(Records for this exercise):
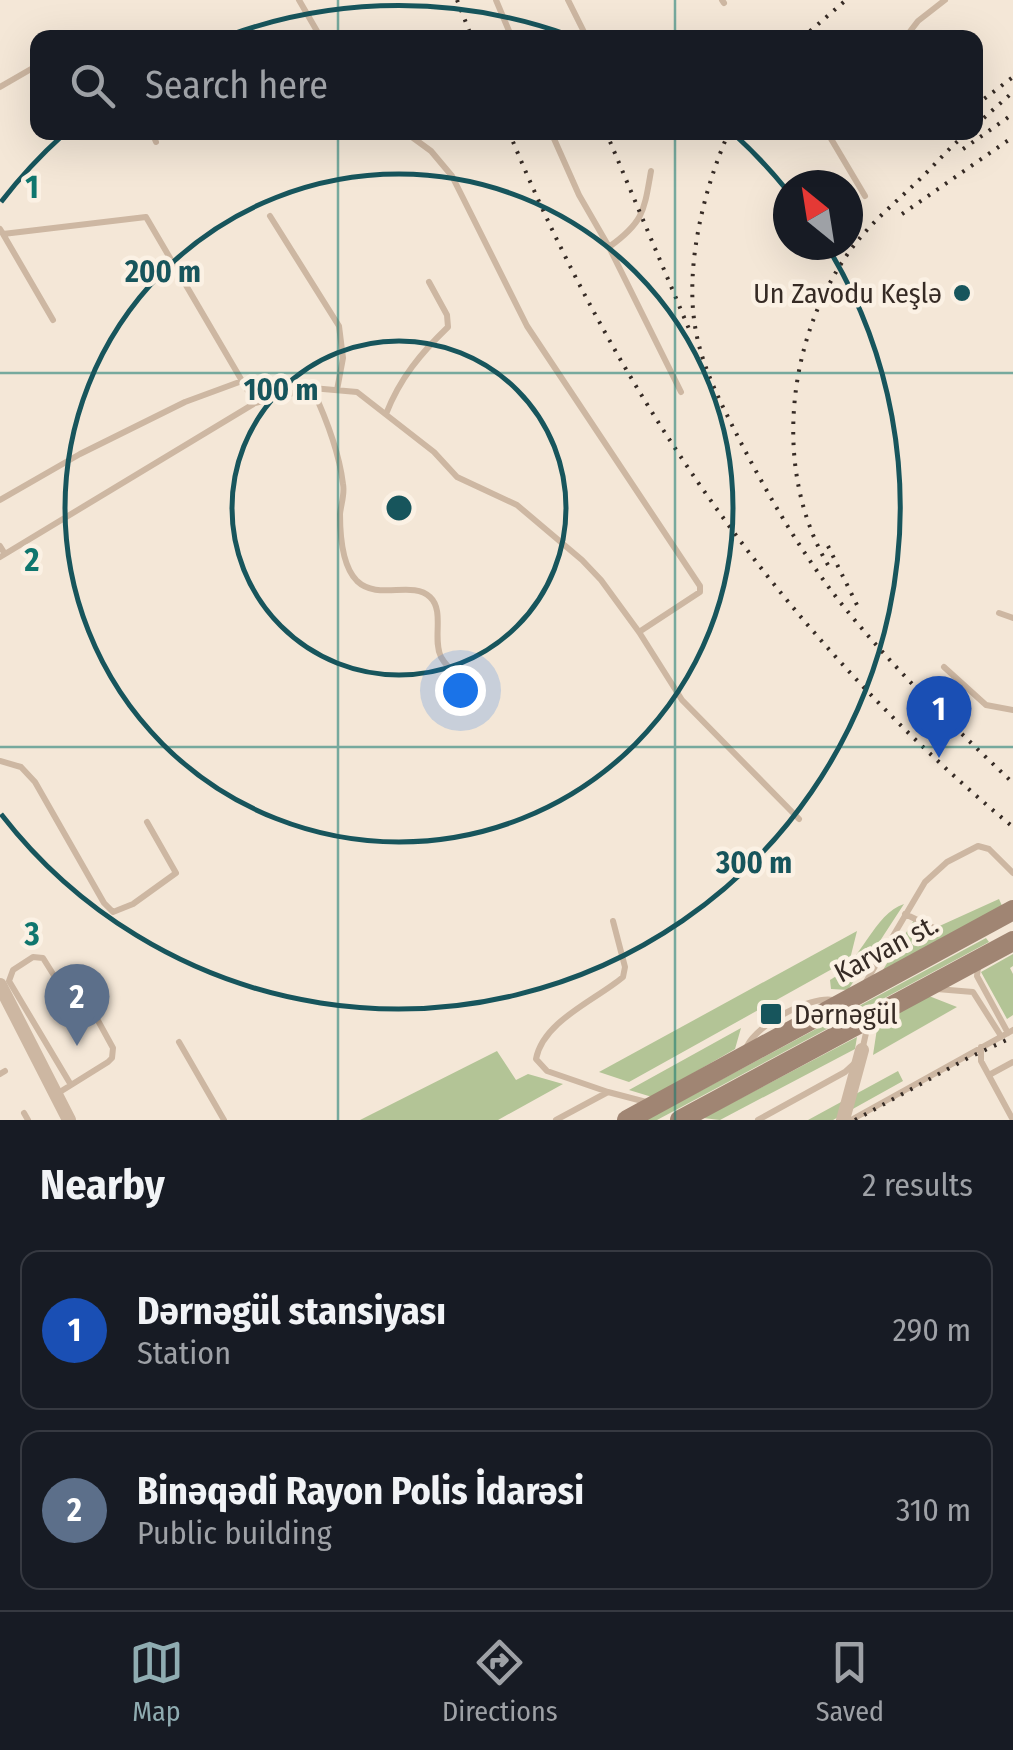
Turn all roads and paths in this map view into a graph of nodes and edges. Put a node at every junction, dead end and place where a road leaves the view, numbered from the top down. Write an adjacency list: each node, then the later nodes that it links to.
1 (299, 0): 5 (lane)
2 (496, 0): 6 (lane)
3 (568, 0): 7 (lane)
4 (945, 0): 8 (lane)
5 (316, 30)
6 (509, 30)
7 (582, 30)
8 (911, 30)
9 (30, 70): 10 (lane)
10 (0, 87)
11 (416, 140): 31 (lane)
12 (554, 140): 18 (lane)
13 (831, 140): 15 (lane)
14 (650, 171): 18 (lane)
15 (865, 196)
16 (270, 216): 23 (lane)
17 (2, 232): 20 (lane); 21 (lane)
18 (609, 247): 24 (lane)
19 (429, 282): 26 (lane)
20 (53, 320)
21 (242, 381): 25 (lane); 27 (lane)
22 (312, 388): 23 (lane); 25 (lane); 33 (lane)
23 (337, 390): 26 (lane)
24 (681, 392)
25 (255, 403): 28 (lane)
26 (386, 414): 31 (lane)
27 (0, 500)
28 (2, 552)
29 (999, 613): 30 (lane)
30 (1013, 618)
31 (639, 632): 36 (lane)
32 (944, 667): 34 (lane)
33 (474, 690)
34 (1013, 710)
35 (0, 762): 37 (lane)
36 (798, 819)
37 (147, 822)
38 (1013, 873): 40 (lane)
39 (1013, 910): 42 (street, Karvan st.)
40 (906, 914): 43 (lane); 48 (lane)
41 (613, 921): 57 (lane)
42 (990, 923): 44 (street); 48 (street, Karvan st.)
43 (936, 929)
44 (1008, 943): 45 (street, Karvan st.)
45 (981, 959): 47 (street, Karvan st.); 50 (lane)
46 (0, 985): 58 (street)
47 (926, 989): 49 (street, Karvan st.); 50 (lane)
48 (851, 998): 59 (street, Karvan st.)
49 (870, 1018): 53 (lane); 64 (street, Karvan st.)
50 (1007, 1033): 52 (lane)
51 (180, 1042): 61 (lane)
52 (981, 1048): 55 (lane); 67 (lane)
53 (862, 1050): 65 (lane); 66 (street)
54 (1013, 1062): 55 (lane)
55 (989, 1075): 68 (lane)
56 (71, 1085): 56 (lane); 58 (lane)
57 (608, 1092): 59 (lane); 62 (lane)
58 (55, 1095): 60 (street)
59 (656, 1104): 63 (street, Karvan st.)
60 (68, 1120)
61 (224, 1120)
62 (556, 1120)
63 (627, 1120)
64 (680, 1120)
65 (758, 1120)
66 (843, 1120)
67 (850, 1120)
68 (1012, 1120)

(Assignment): Show each line of the material above where "Karvan" occurs.

(Worked solution):
39 (1013, 910): 42 (street, Karvan st.)
42 (990, 923): 44 (street); 48 (street, Karvan st.)
44 (1008, 943): 45 (street, Karvan st.)
45 (981, 959): 47 (street, Karvan st.); 50 (lane)
47 (926, 989): 49 (street, Karvan st.); 50 (lane)
48 (851, 998): 59 (street, Karvan st.)
49 (870, 1018): 53 (lane); 64 (street, Karvan st.)
59 (656, 1104): 63 (street, Karvan st.)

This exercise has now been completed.